Another Reason to Love Florida … Low Travel Tax

According to a recent article in the Wall Street Journal, there is yet another reason to love the Sunshine State for vacation travel … low travel tax.

Three cities in Florida are rated the lowest for taxes on lodging, rental cars and meals.

Across the U.S., even though most cities and towns try hard to encourage visitors and tourism, travel is one of the most heavily taxed activities in the U.S.

Travel tax revenue is often used not only to build and run facilities for travelers, such as convention centers and airports, but also to help finance general coffers and pay for sports stadiums and youth ball fields.

According to a study published last month by the Global Business Travel Association, some cities even tax visitors to help fund arts facilities and school systems.

And the impact can be significant. The GBTA study states that travelers pay taxes that total, on average, 57% more than if they just paid the normal general sales tax.

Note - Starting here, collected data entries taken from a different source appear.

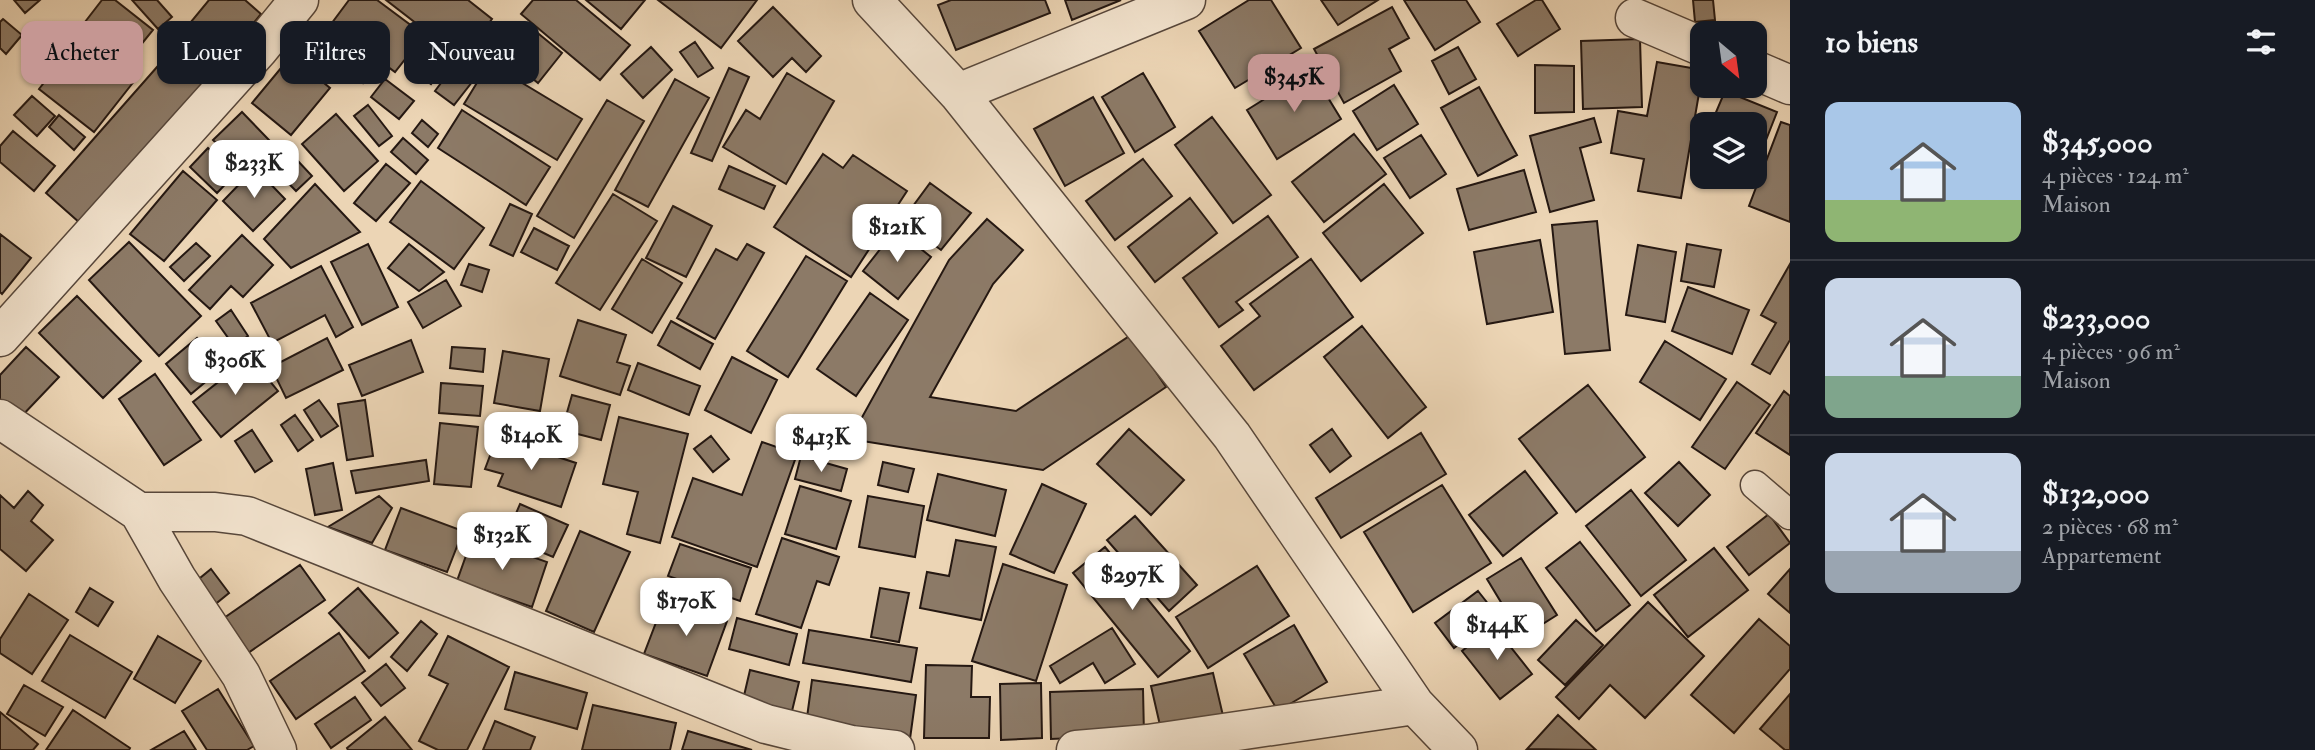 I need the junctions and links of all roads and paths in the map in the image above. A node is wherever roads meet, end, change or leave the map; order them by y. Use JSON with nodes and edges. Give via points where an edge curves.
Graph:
{"nodes":[{"id":1,"x":299,"y":0,"type":"edge"},
{"id":2,"x":872,"y":0,"type":"edge"},
{"id":3,"x":1186,"y":0,"type":"edge"},
{"id":4,"x":1635,"y":19,"type":"dead end"},
{"id":5,"x":1690,"y":42,"type":"edge"},
{"id":6,"x":1768,"y":76,"type":"edge"},
{"id":7,"x":1790,"y":85,"type":"edge"},
{"id":8,"x":958,"y":93,"type":"junction"},
{"id":9,"x":0,"y":337,"type":"edge"},
{"id":10,"x":0,"y":419,"type":"edge"},
{"id":11,"x":1755,"y":485,"type":"dead end"},
{"id":12,"x":139,"y":512,"type":"junction"},
{"id":13,"x":1790,"y":514,"type":"edge"},
{"id":14,"x":1415,"y":705,"type":"junction"},
{"id":15,"x":277,"y":750,"type":"edge"},
{"id":16,"x":895,"y":750,"type":"edge"},
{"id":17,"x":1076,"y":750,"type":"edge"},
{"id":18,"x":1458,"y":750,"type":"edge"}],
"edges":[{"from":1,"to":9,"type":"street"},
{"from":2,"to":8,"type":"street"},
{"from":3,"to":8,"type":"street"},
{"from":4,"to":5,"type":"street"},
{"from":6,"to":7,"type":"street"},
{"from":8,"to":14,"type":"street","via":[[1232,436]]},
{"from":10,"to":12,"type":"street"},
{"from":11,"to":13,"type":"lane"},
{"from":12,"to":15,"type":"street","via":[[241,675]]},
{"from":12,"to":16,"type":"street","via":[[247,516],[766,724],[851,745]]},
{"from":14,"to":17,"type":"street","via":[[1148,744]]},
{"from":14,"to":18,"type":"street"}]}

Many believe that heavy taxes on travel can dampen demand.

A survey by the U.S. Travel Association found 49% of respondents had altered plans because of high travel taxes, such as by staying in less-expensive hotels and spending less on shopping and entertainment. However, only ten percent of people surveyed said they had changed city choices for trips because of taxes.

Three Florida cities, Fort Myers (Lee County), Fort Lauderdale and West Palm Beach tied for the lowest overall taxes among the top 50 destinations in the U.S. in the WSJ article.

The top three were Chicago, New York and Boston.

The tax on a day’s travel spending can range from as little as $22.21 in Fort Lauderdale, Fort Myers and West Palm Beach, Fla., to as much as $40.31 in Chicago.

The study calculated each city’s tax by keeping the cost of hotels, car rentals and meals the same in each city so the difference reflects the tax structure, not higher or lower travel costs.

So come to Fort Myers, Florida (Lee County) and cut your travel costs!